Volunteers è un disco epocale, su cui si sono spesi fiumi d’inchiostro e per raccontare il quale, probabilmente, non basterebbe un intero libro. Ovviamente, non è questa la sede, ma due parole è necessario spenderle, dal momento che l’album, al di là della sua incontrovertibile bellezza, ha un’importanza storica non da poco.
In primo luogo, è l’album che sancisce la centralità dei Jefferson Airplane nella scena di San Francisco, ma, al contempo, è anche quello che accentua i contrasti interni tra la visione avanguardista di Kantner e Slick e quella passatista e tradizionalista di Kaukonen e Casady, decretando, in buona sostanza l’inizio della fine di una band che starà in piedi per altri tre dischi (l’ultimo del 1989) non propriamente epocali.
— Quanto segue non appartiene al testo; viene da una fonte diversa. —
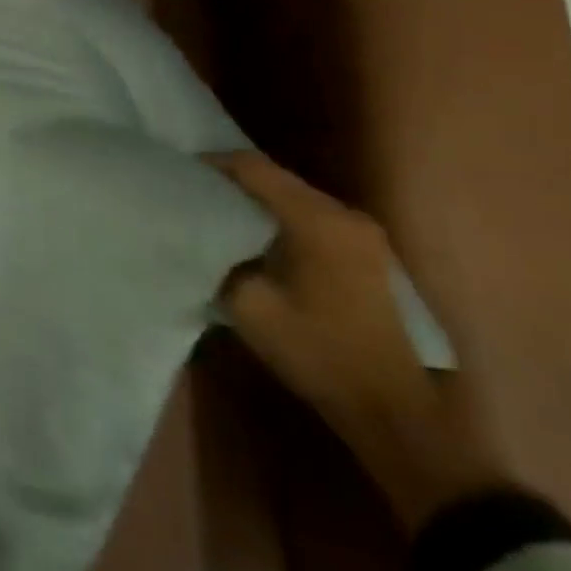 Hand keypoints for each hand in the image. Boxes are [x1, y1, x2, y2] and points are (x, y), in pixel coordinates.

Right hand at [212, 152, 508, 528]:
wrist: (390, 406)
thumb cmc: (316, 351)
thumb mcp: (248, 304)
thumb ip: (221, 256)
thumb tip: (203, 234)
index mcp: (316, 220)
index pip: (254, 168)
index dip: (214, 163)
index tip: (179, 170)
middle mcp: (344, 214)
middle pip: (277, 177)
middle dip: (233, 179)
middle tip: (194, 190)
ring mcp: (361, 232)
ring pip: (295, 196)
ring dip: (257, 198)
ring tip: (217, 210)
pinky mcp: (367, 252)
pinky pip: (312, 216)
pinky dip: (279, 216)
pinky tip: (256, 235)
Non solo. Volunteers segna un passaggio decisivo dalle astrazioni e affabulazioni psichedeliche verso un rock guerriero, militante, consapevole finalmente, di non essere solo polo di aggregazione giovanile e colonna sonora per trip lisergici, ma di avere anche la forza di veicolare pensieri, parole e concetti di rilevanza politica e sociale.
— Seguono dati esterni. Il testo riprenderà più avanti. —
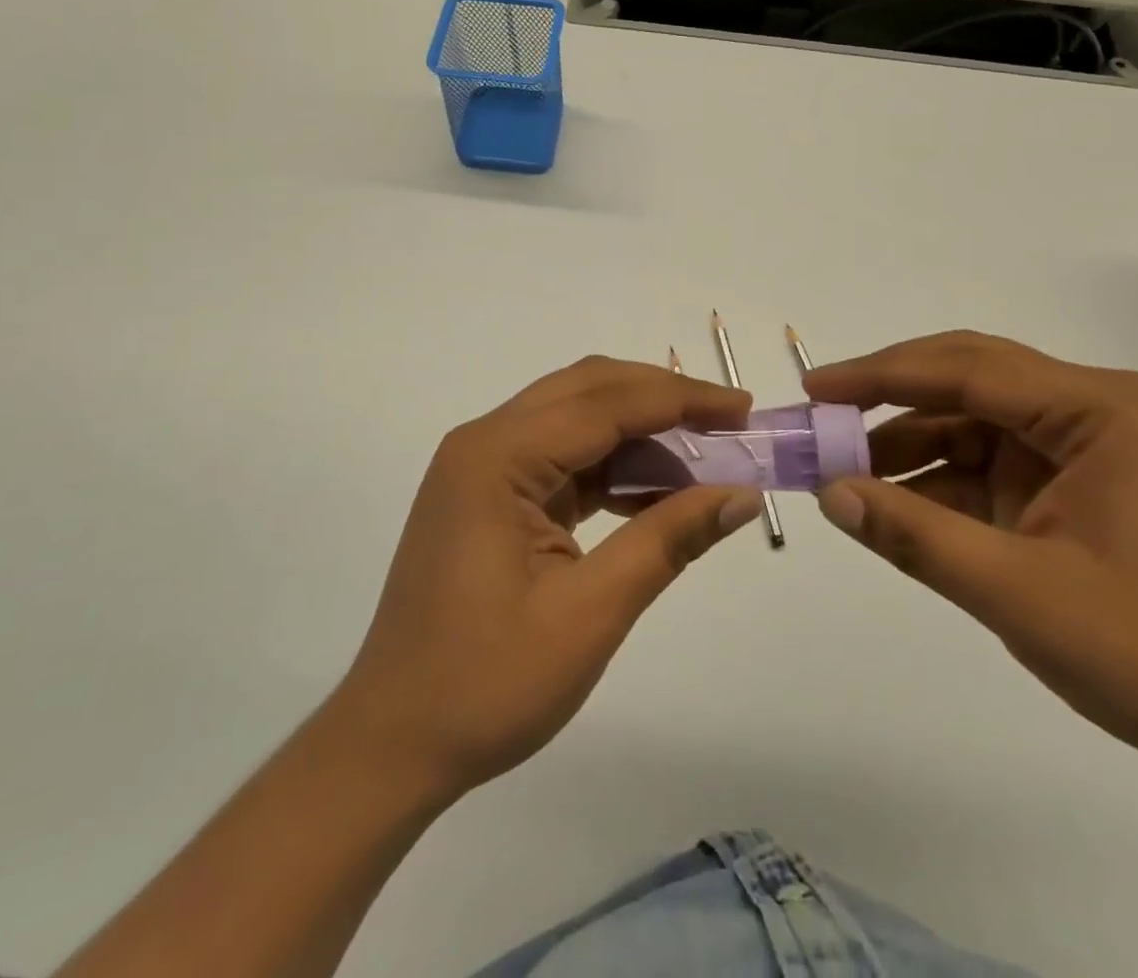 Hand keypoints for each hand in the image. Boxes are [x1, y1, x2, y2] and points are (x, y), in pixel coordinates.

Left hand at [330, 357, 763, 800]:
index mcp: (497, 456)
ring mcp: (483, 469)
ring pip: (576, 420)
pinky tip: (654, 493)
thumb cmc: (486, 683)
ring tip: (703, 463)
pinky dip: (612, 467)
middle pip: (588, 392)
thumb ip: (667, 541)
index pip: (607, 403)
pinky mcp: (490, 497)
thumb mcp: (590, 613)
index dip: (682, 400)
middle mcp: (485, 443)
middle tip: (729, 426)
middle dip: (663, 401)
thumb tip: (740, 496)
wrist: (393, 743)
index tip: (744, 410)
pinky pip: (562, 459)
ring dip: (639, 434)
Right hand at [804, 331, 1137, 786]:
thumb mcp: (1022, 596)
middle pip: (967, 380)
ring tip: (840, 469)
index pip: (967, 369)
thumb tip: (830, 494)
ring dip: (906, 444)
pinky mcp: (1070, 486)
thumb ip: (917, 537)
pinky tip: (890, 502)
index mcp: (1098, 409)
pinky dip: (935, 481)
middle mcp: (1091, 410)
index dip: (881, 376)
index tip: (815, 389)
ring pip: (970, 422)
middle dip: (888, 398)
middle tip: (820, 416)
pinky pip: (986, 464)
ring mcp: (1081, 448)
Con Volunteers, i Jefferson Airplane, grazie anche alla complicità degli amici Jerry Garcia, Stephen Stills, David Crosby e dello straordinario pianista Nicky Hopkins, sfidano apertamente il sistema, e si schierano a fianco delle frange più radicali della sinistra e del movimento studentesco.
Il nuovo inno, lo slogan di una generazione pacifista e antimilitarista, diventa proprio la title track, scritta come dura presa di posizione contro il governo degli Stati Uniti e la guerra in Vietnam. Volunteers non è solo una canzone di protesta, e sarebbe riduttivo, ma è una vera e propria chiamata a raccolta della gioventù americana, uno sprone a resistere alla politica di Nixon e a scendere in piazza per manifestare contro la guerra e dare inizio alla rivoluzione della pace.
Ci sono i volontari che partono per la guerra, che vanno a morire in una terra lontana, per ragioni che non conoscono. E poi, c’è un altro tipo di gioventù, i volontari di un’America diversa, una generazione che, come recita il testo, sta mettendoci l’anima, che non si ferma a piangere, una generazione che va alla rivoluzione, ballando per le strade. Due minuti di rock arrembante, tra chitarre in acido e il pianoforte martellante di Hopkins, sigillata dai versi: Who will take it from you/We will and who are we/We are volunteers of America! Il sogno di un mondo migliore e più giusto, che, purtroppo, non si realizzerà mai.